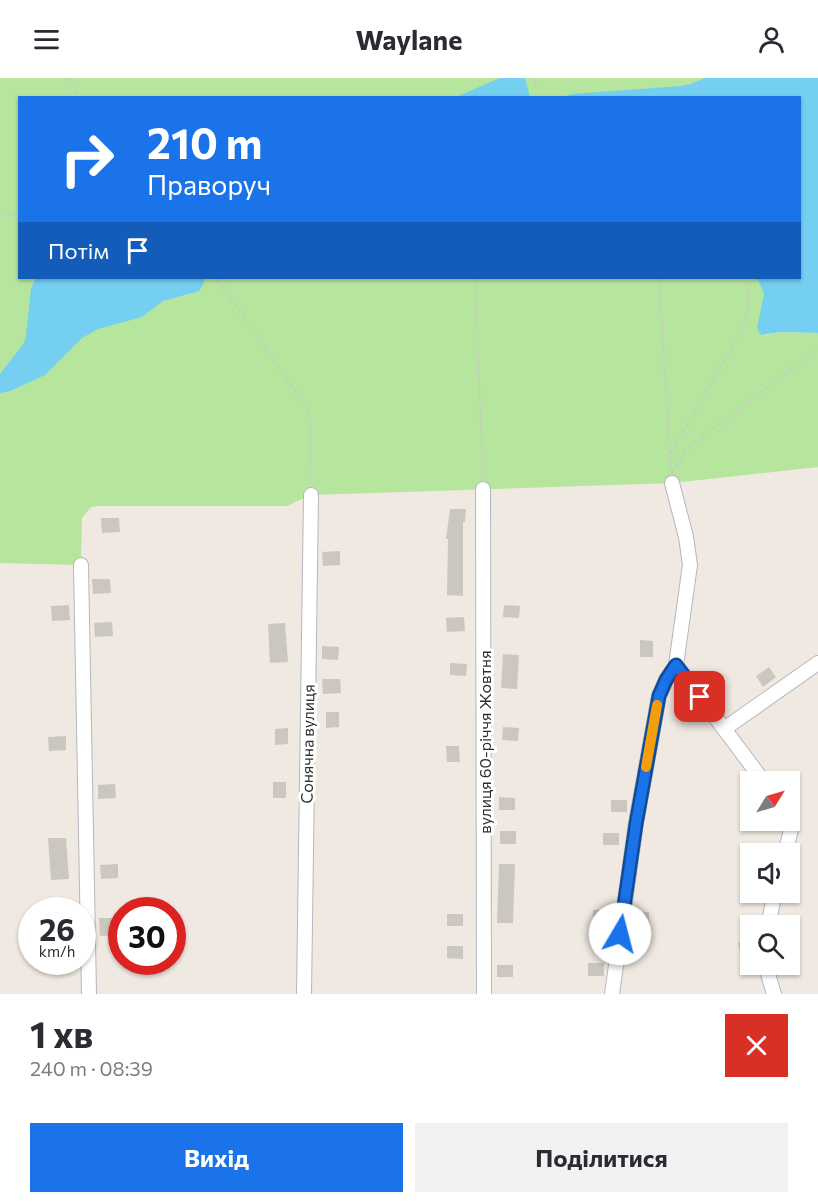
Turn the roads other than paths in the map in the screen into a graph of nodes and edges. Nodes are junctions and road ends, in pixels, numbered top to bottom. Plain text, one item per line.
1 (672, 483) dead end
2 (483, 489) road end
3 (310, 495) road end
4 (81, 565) dead end
5 (818, 663) edge
6 (676, 665) junction
7 (724, 729) junction
8 (756, 771) edge
9 (768, 975) edge
10 (89, 994) edge
11 (304, 994) edge
12 (484, 994) edge
13 (612, 994) edge
14 (774, 994) edge

1 - 6 street
2 - 12 street, вулиця 60-річчя Жовтня
3 - 11 street, Сонячна вулиця
4 - 10 street
5 - 7 street
6 - 7 street
6 - 13 street
7 - 8 street
9 - 14 street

# # # # #

» **Task brief**:
Output each record verbatim, but skip anything that is a picture.

» **Exercise answer**:
Turn the roads other than paths in the map in the screen into a graph of nodes and edges. Nodes are junctions and road ends, in pixels, numbered top to bottom. Plain text, one item per line.
1 (672, 483) dead end
2 (483, 489) road end
3 (310, 495) road end
4 (81, 565) dead end
5 (818, 663) edge
6 (676, 665) junction
7 (724, 729) junction
8 (756, 771) edge
9 (768, 975) edge
10 (89, 994) edge
11 (304, 994) edge
12 (484, 994) edge
13 (612, 994) edge
14 (774, 994) edge

1 - 6 street
2 - 12 street, вулиця 60-річчя Жовтня
3 - 11 street, Сонячна вулиця
4 - 10 street
5 - 7 street
6 - 7 street
6 - 13 street
7 - 8 street
9 - 14 street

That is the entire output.